Balancing a budget is, arguably, one of the most important things that any fiscal body can do. Whether it be within a household, a small business, a worldwide corporation, a government agency, or an entire government it’s always a good thing to spend within your means and bring in as much money as you spend, if not more.

Methods of balancing a budget fall roughly into three categories. The first broad genre of budget-balancing methods is to cut your expenditures. The second broad method is to increase revenues. The third, and most curious, is to change the rules of the game by redefining timelines or other frameworks of the budgeting process.
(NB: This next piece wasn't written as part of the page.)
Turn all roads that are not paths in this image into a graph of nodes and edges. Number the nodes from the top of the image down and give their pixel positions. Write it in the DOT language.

When a governmental body finds itself teetering on the brink of deficit (or, in the Federal case, deep in the deficit range), applying one or more of these three generalized methods of balancing a budget can help ensure that the government’s fiscal house remains in order. In this paper, I will explore in more detail these three budget-balancing methods and their effect on current and future budget cycles.

The Nature of the Budget

A budget, by definition, is simply a plan of action. Based on expected revenue, a government (or anything else) simply marks down what they plan to do with that money and slaps a budget label on the front of it. The process forces budget makers—typically elected representatives—to enumerate their priorities and assign them all dollar values.
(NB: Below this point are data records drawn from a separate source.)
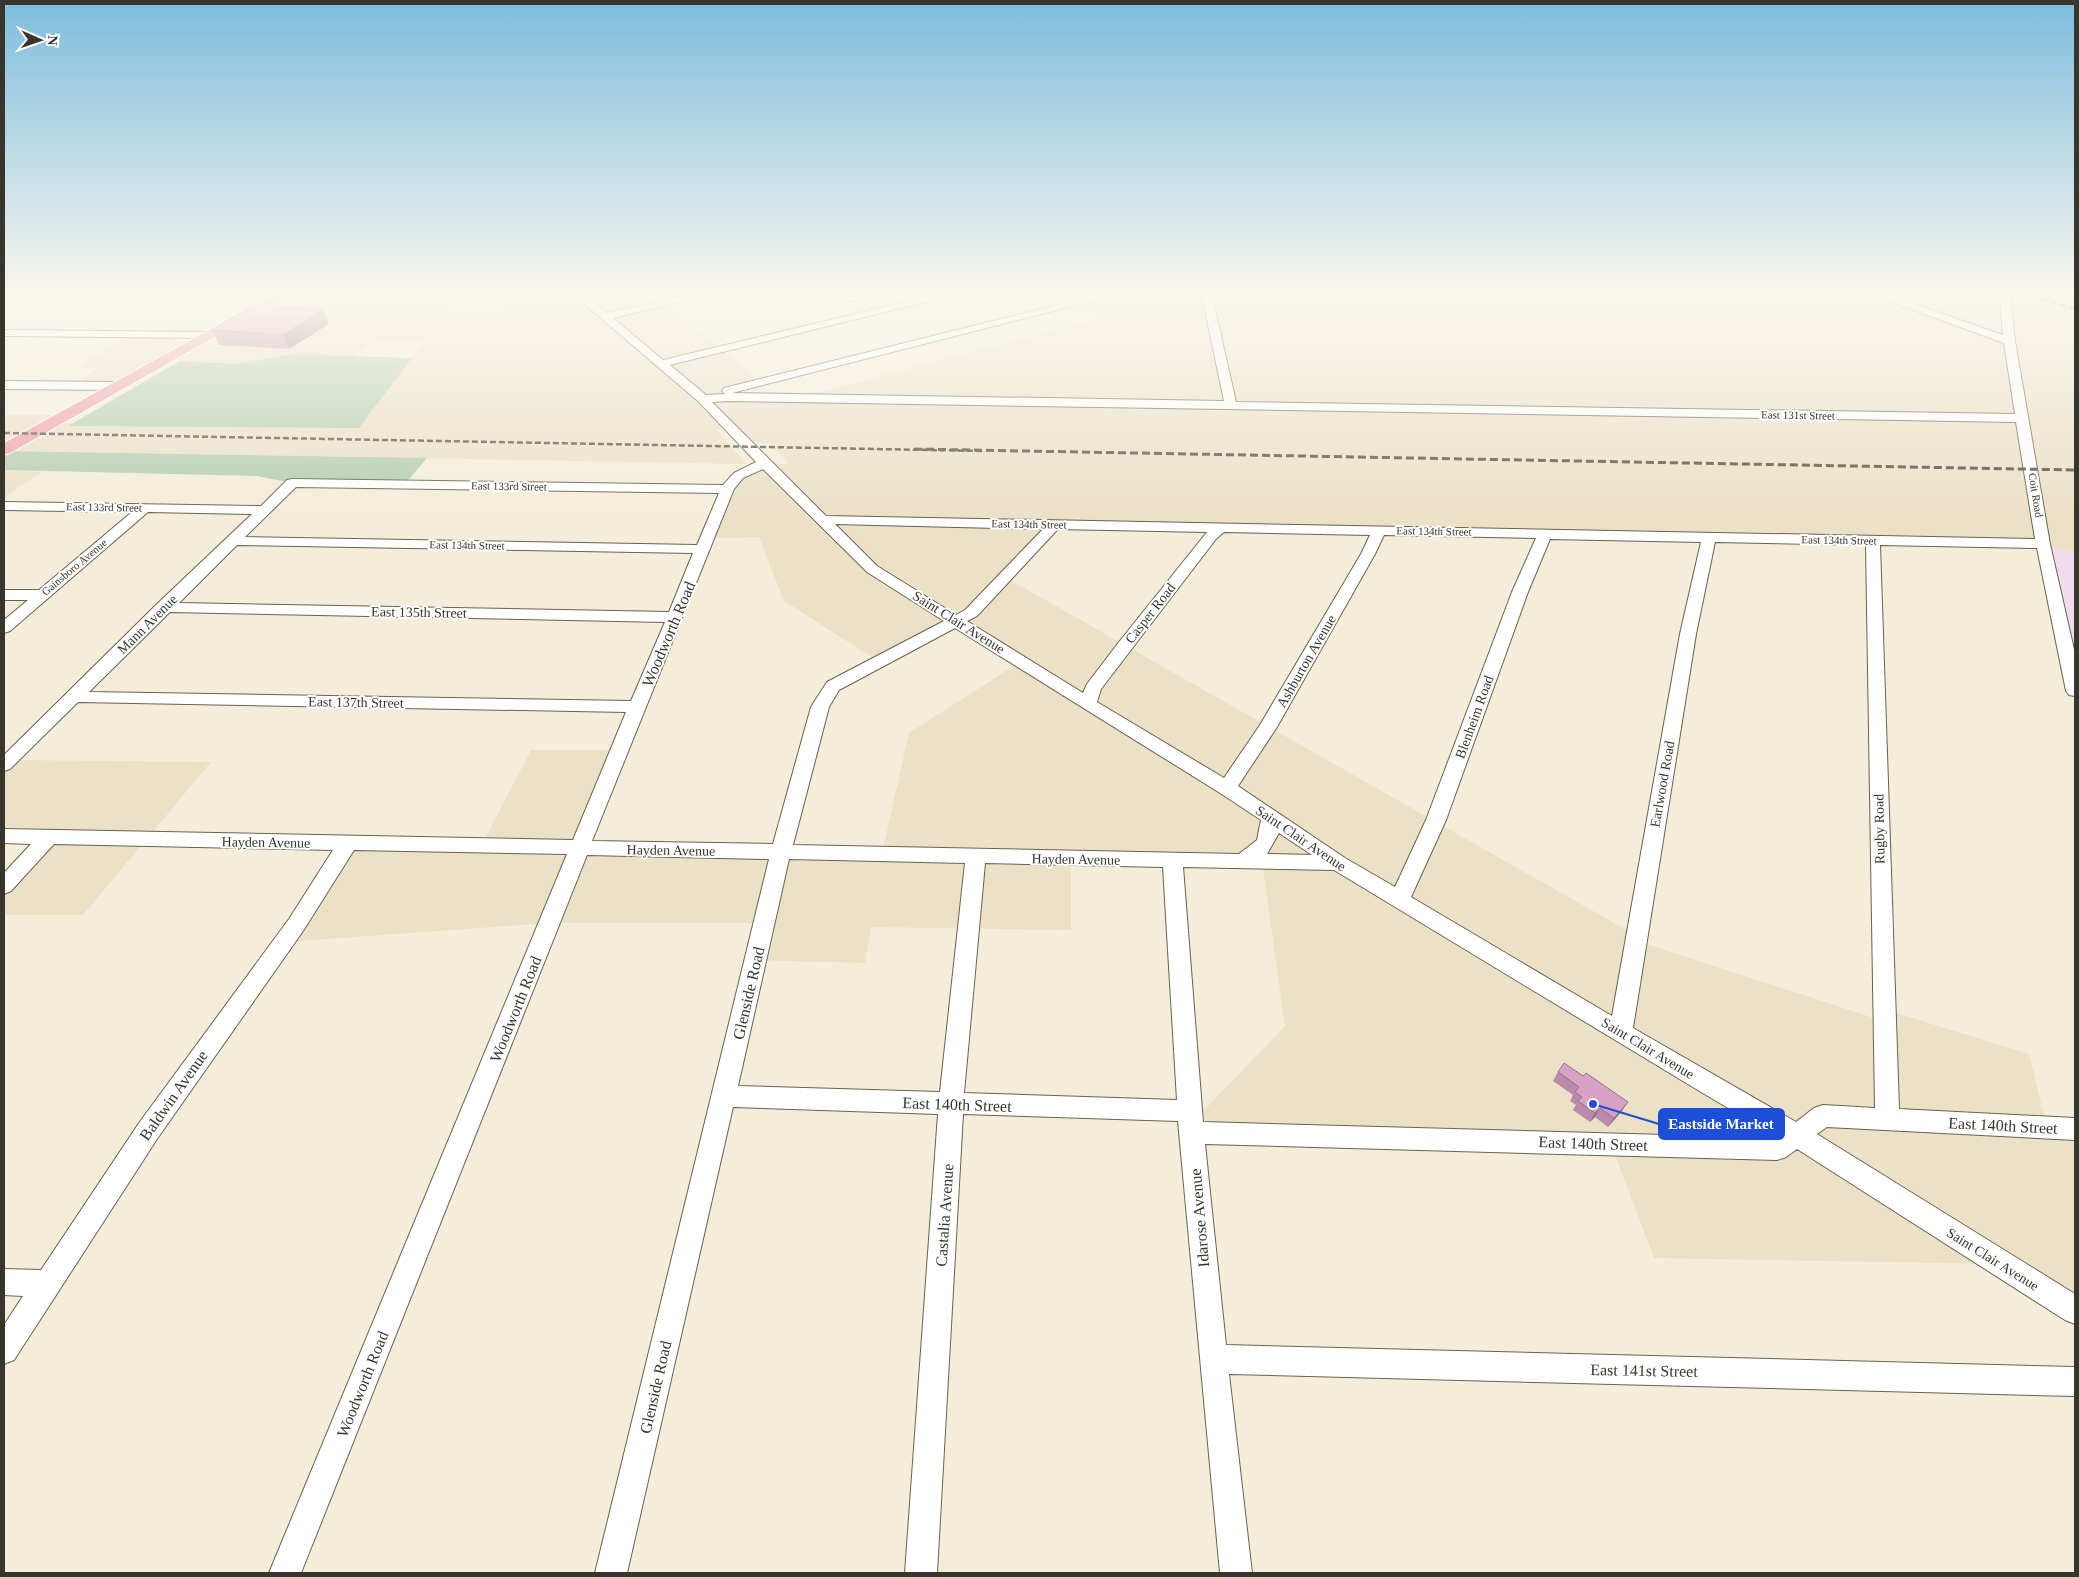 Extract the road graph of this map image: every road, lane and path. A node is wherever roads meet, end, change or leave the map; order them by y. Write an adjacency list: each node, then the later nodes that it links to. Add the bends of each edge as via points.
1 (148, 370): 7 (main road)
2 (667, 370): 8 (street, Saint Clair Avenue)
3 (810, 370): 8 (street)
4 (1224, 370): 9 (street)
5 (2014, 370): 10 (street, Coit Road)
6 (4, 385): 7 (street)
7 (118, 386): 11 (main road)
8 (703, 399): 9 (street, East 131st Street); 12 (street, Saint Clair Avenue)
9 (1231, 405): 10 (street, East 131st Street)
10 (2022, 418): 26 (street, Coit Road)
11 (4, 450)
12 (765, 464): 14 (street, Woodworth Road, via 734,478); 18 (street, Saint Clair Avenue)
13 (292, 483): 14 (street, East 133rd Street); 17 (street, Mann Avenue)
14 (727, 489): 27 (street, Woodworth Road)
15 (4, 506): 16 (street, East 133rd Street)
16 (145, 508): 17 (street, East 133rd Street); 29 (street, Gainsboro Avenue)
17 (264, 510): 25 (street, Mann Avenue)
18 (825, 520): 19 (street, East 134th Street); 32 (street, Saint Clair Avenue, via 872,569)
19 (1054, 524): 20 (street, East 134th Street); 32 (street, Glenside Road, via 971,613)
20 (1220, 528): 21 (street, East 134th Street); 36 (street, Casper Road, via 1125,645 1093,688)
21 (1378, 530): 22 (street, East 134th Street); 39 (street, Ashburton Avenue, via 1368,554 1268,727)
22 (1545, 534): 23 (street, East 134th Street); 51 (street, Blenheim Road, via 1520,592 1436,820)
23 (1709, 538): 24 (street, East 134th Street); 52 (street, Earlwood Road, via 1688,634)
24 (1873, 540): 26 (street, East 134th Street); 55 (street, Rugby Road)
25 (232, 541): 27 (street, East 134th Street); 30 (street, Mann Avenue)
26 (2043, 544): 34 (street, Coit Road)
27 (703, 549): 31 (street, Woodworth Road)
28 (4, 595): 29 (street)
29 (41, 595): 33 (street, Gainsboro Avenue)
30 (163, 607): 31 (street, East 135th Street); 35 (street, Mann Avenue)
31 (675, 616): 37 (street, Woodworth Road)
32 (956, 621): 36 (street, Saint Clair Avenue); 45 (street, Glenside Road, via 833,686 820,707)
33 (4, 628)
34 (2075, 691)
35 (74, 697): 37 (street, East 137th Street); 38 (street, Mann Avenue)
36 (1088, 704): 39 (street, Saint Clair Avenue)
37 (638, 707): 44 (street, Woodworth Road)
38 (4, 765)
39 (1227, 788): 40 (street, Saint Clair Avenue)
40 (1271, 818): 48 (street, via 1271,833 1262,849); 49 (street, Saint Clair Avenue)
41 (4, 836): 42 (street, Hayden Avenue)
42 (49, 837): 43 (street, Hayden Avenue); 50 (street)
43 (348, 844): 44 (street, Hayden Avenue); 60 (street, Baldwin Avenue, via 296,925 148,1131)
44 (579, 849): 45 (street, Hayden Avenue); 65 (street, Woodworth Road)
45 (780, 852): 46 (street, Hayden Avenue); 53 (street, Glenside Road)
46 (976, 857): 47 (street, Hayden Avenue); 54 (street, Castalia Avenue)
47 (1173, 861): 48 (street, Hayden Avenue); 56 (street, Idarose Avenue)
48 (1240, 862): 49 (street, Hayden Avenue)
49 (1338, 864): 51 (street, Saint Clair Avenue)
50 (4, 886)
51 (1399, 900): 52 (street, Saint Clair Avenue)
52 (1621, 1032): 58 (street, Saint Clair Avenue)
53 (724, 1096): 54 (street, East 140th Street); 66 (street, Glenside Road)
54 (951, 1104): 56 (street, East 140th Street); 67 (street, Castalia Avenue)
55 (1887, 1118): 57 (street, East 140th Street); 58 (street, East 140th Street, via 1823,1116)
56 (1190, 1122): 58 (street, East 140th Street, via 1777,1148); 63 (street, Idarose Avenue)
57 (2075, 1129)
58 (1795, 1134): 61 (street, Saint Clair Avenue)
59 (4, 1282): 60 (street)
60 (47, 1284): 62 (street, Baldwin Avenue)
61 (2075, 1310)
62 (4, 1350)
63 (1212, 1359): 64 (street, East 141st Street); 68 (street, Idarose Avenue)
64 (2075, 1382)
65 (285, 1573)
66 (611, 1573)
67 (921, 1573)
68 (1236, 1573)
One of the difficulties in a budget, however, is that it relies on the environment. Revenues are effected by the current economic climate in the populace the government serves, as revenue is brought in basically through taxes linked to incomes, purchases, sales, etc. Furthermore, the expenditures can also be influenced by environment. A snow storm or other natural disaster might require an unexpected or higher-than-projected cost on emergency services, road repair, etc. Even worse, higher governments can pass un-funded mandates that effect the budgets of smaller governments, or cut back on funding through the intergovernmental revenue system.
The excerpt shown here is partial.